29 September 2020, Writing
- part xx362 Writing a Novel, the Plot of Jude the Obscure
Announcement: Delay, my new novels can be seen on the
internet, but my primary publisher has gone out of business—they couldn’t
succeed in the past business and publishing environment. I’ll keep you
informed, but I need a new publisher.
More information can be found at www.ancientlight.com.
Check out my novels—I think you’ll really enjoy them.
Introduction: I wrote the novel Aksinya: Enchantment and the Daemon.

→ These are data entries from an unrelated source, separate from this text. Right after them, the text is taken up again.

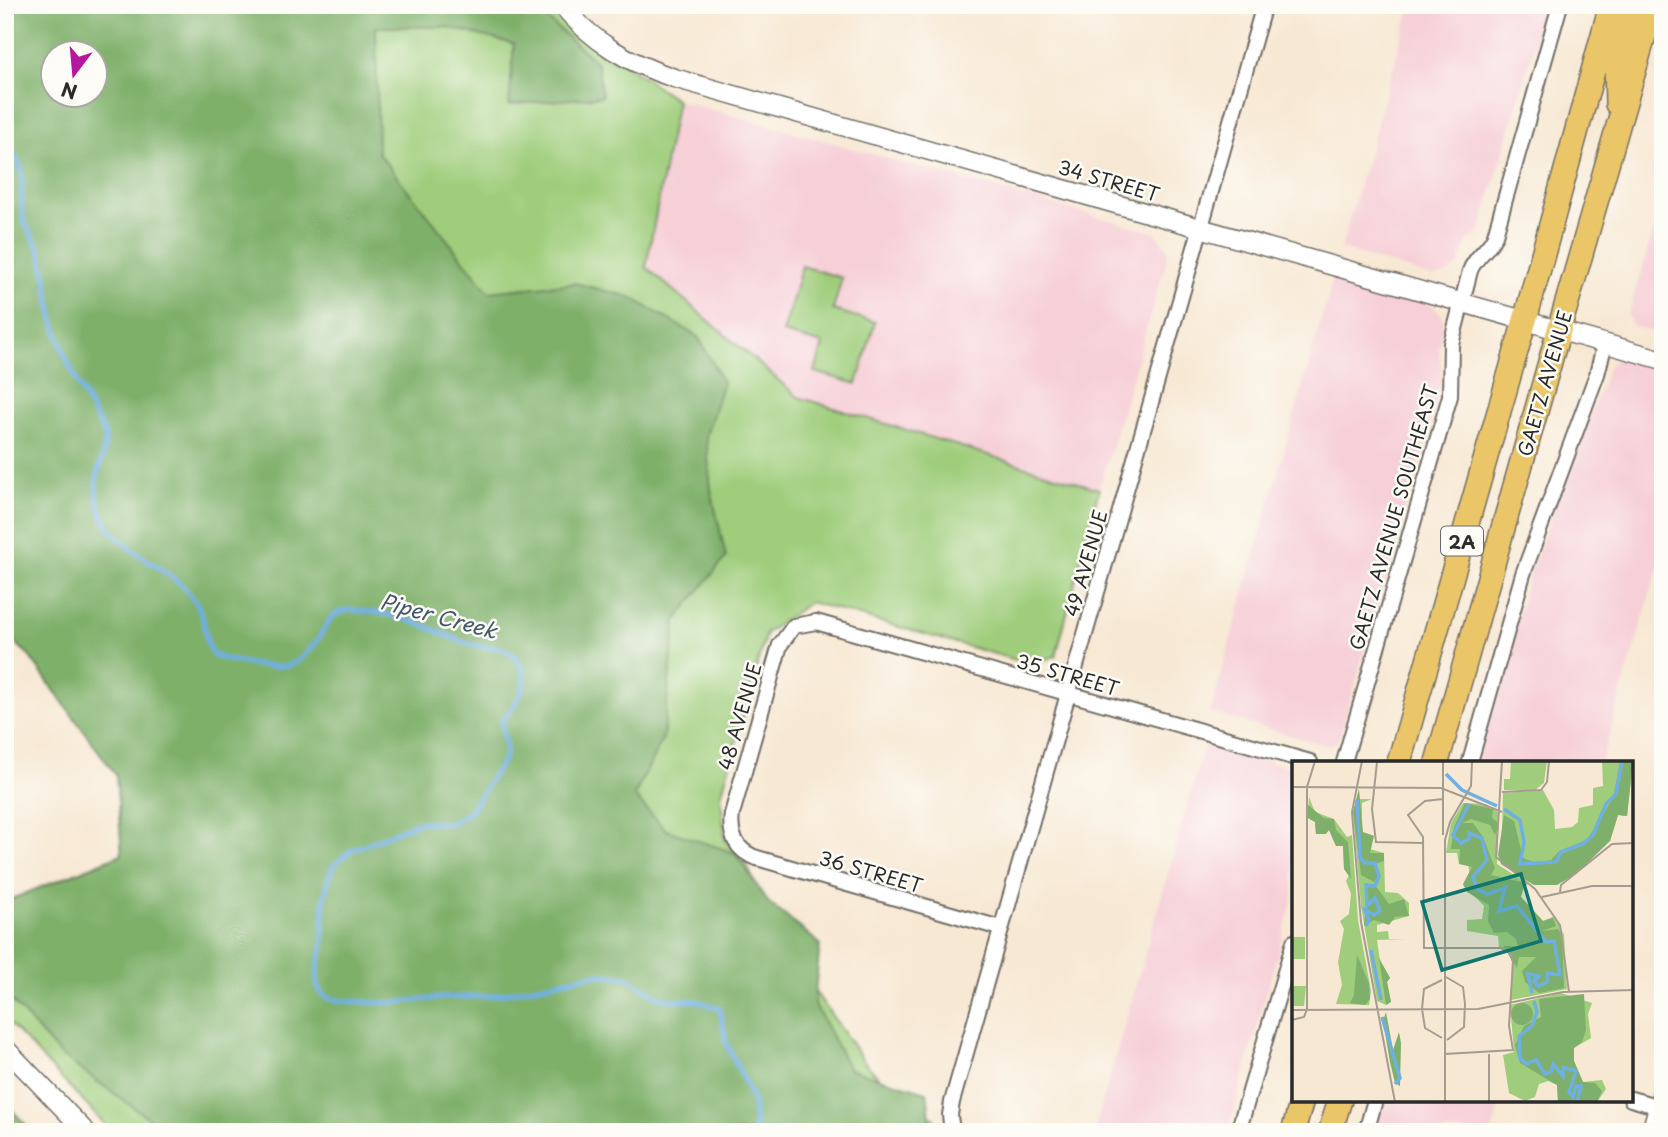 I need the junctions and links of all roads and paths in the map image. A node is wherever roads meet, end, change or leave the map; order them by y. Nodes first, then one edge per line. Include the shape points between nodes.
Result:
1 (562, 5) edge
2 (1265, 5) edge
3 (1560, 5) edge
4 (1611, 5) edge
5 (1631, 5) edge
6 (1653, 5) edge
7 (1617, 128) junction
8 (1200, 227) junction
9 (1462, 302) junction
10 (1525, 320) junction
11 (1559, 330) junction
12 (1605, 343) junction
13 (1663, 360) edge
14 (816, 622) joint
15 (1068, 694) junction
16 (1306, 761) edge
17 (1344, 761) edge
18 (1399, 761) edge
19 (1437, 761) edge
20 (1470, 761) edge
21 (736, 843) joint
22 (1000, 928) junction
23 (1292, 946) edge
24 (1279, 995) junction
25 (1292, 1000) edge
26 (5, 1048) edge
27 (1633, 1098) edge
28 (1661, 1101) edge
29 (1301, 1102) edge
30 (1339, 1102) edge
31 (1374, 1102) edge
32 (86, 1132) edge
33 (952, 1132) edge
34 (1238, 1132) edge
35 (1293, 1132) edge
36 (1330, 1132) edge
37 (1366, 1132) edge
38 (1651, 1132) edge

1 - 8 street, 34 STREET via 590,35 653,71
2 - 8 street, 49 AVENUE
3 - 9 street, GAETZ AVENUE SOUTHEAST via 1495,235 1472,265
4 - 10 main road, GAETZ AVENUE / 2A
5 - 7 main road via 1616,62
6 - 7 main road, GAETZ AVENUE / 2A
7 - 11 main road, GAETZ AVENUE / 2A
8 - 9 street, 34 STREET
8 - 15 street, 49 AVENUE
9 - 10 street, 34 STREET
9 - 17 street, GAETZ AVENUE SOUTHEAST via 1450,351 1450,396
10 - 11 street, 34 STREET
10 - 18 main road, GAETZ AVENUE / 2A
11 - 12 street, 34 STREET
11 - 19 main road, GAETZ AVENUE / 2A
12 - 13 street, 34 STREET
12 - 20 street via 1523,575
14 - 15 street, 35 STREET
14 - 21 street, 48 AVENUE via 794,626 780,645 732,814
15 - 16 street, 35 STREET
15 - 22 street, 49 AVENUE
21 - 22 street, 36 STREET via 757,858
22 - 33 street, 49 AVENUE via 952,1102
23 - 24 street
24 - 25 street
24 - 34 street
26 - 32 street
27 - 28 street
28 - 38 street
29 - 35 main road
30 - 36 main road
31 - 37 street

This was my 21st novel and through this blog, I gave you the entire
novel in installments that included commentary on the writing. In the
commentary, in addition to other general information on writing, I explained,
how the novel was constructed, the metaphors and symbols in it, the writing
techniques and tricks I used, and the way I built the scenes. You can look back
through this blog and read the entire novel beginning with http://www.pilotlion.blogspot.com/2010/10/new-novel-part-3-girl-and-demon.html.
I’m using this novel as an example
of how I produce, market, and eventually (we hope) get a novel published. I’ll
keep you informed along the way.
Today’s Blog: To see the steps in the publication process, visit my
writing websites http://www.sisteroflight.com/.
The four plus one basic rules I
employ when writing:
1. Don’t confuse your readers.
2. Entertain your readers.
3. Ground your readers in the
writing.
4. Don’t show (or tell) everything.
4a. Show what can be seen, heard, felt, smelled, and tasted on the stage
of the novel.
5. Immerse yourself in the world of your writing.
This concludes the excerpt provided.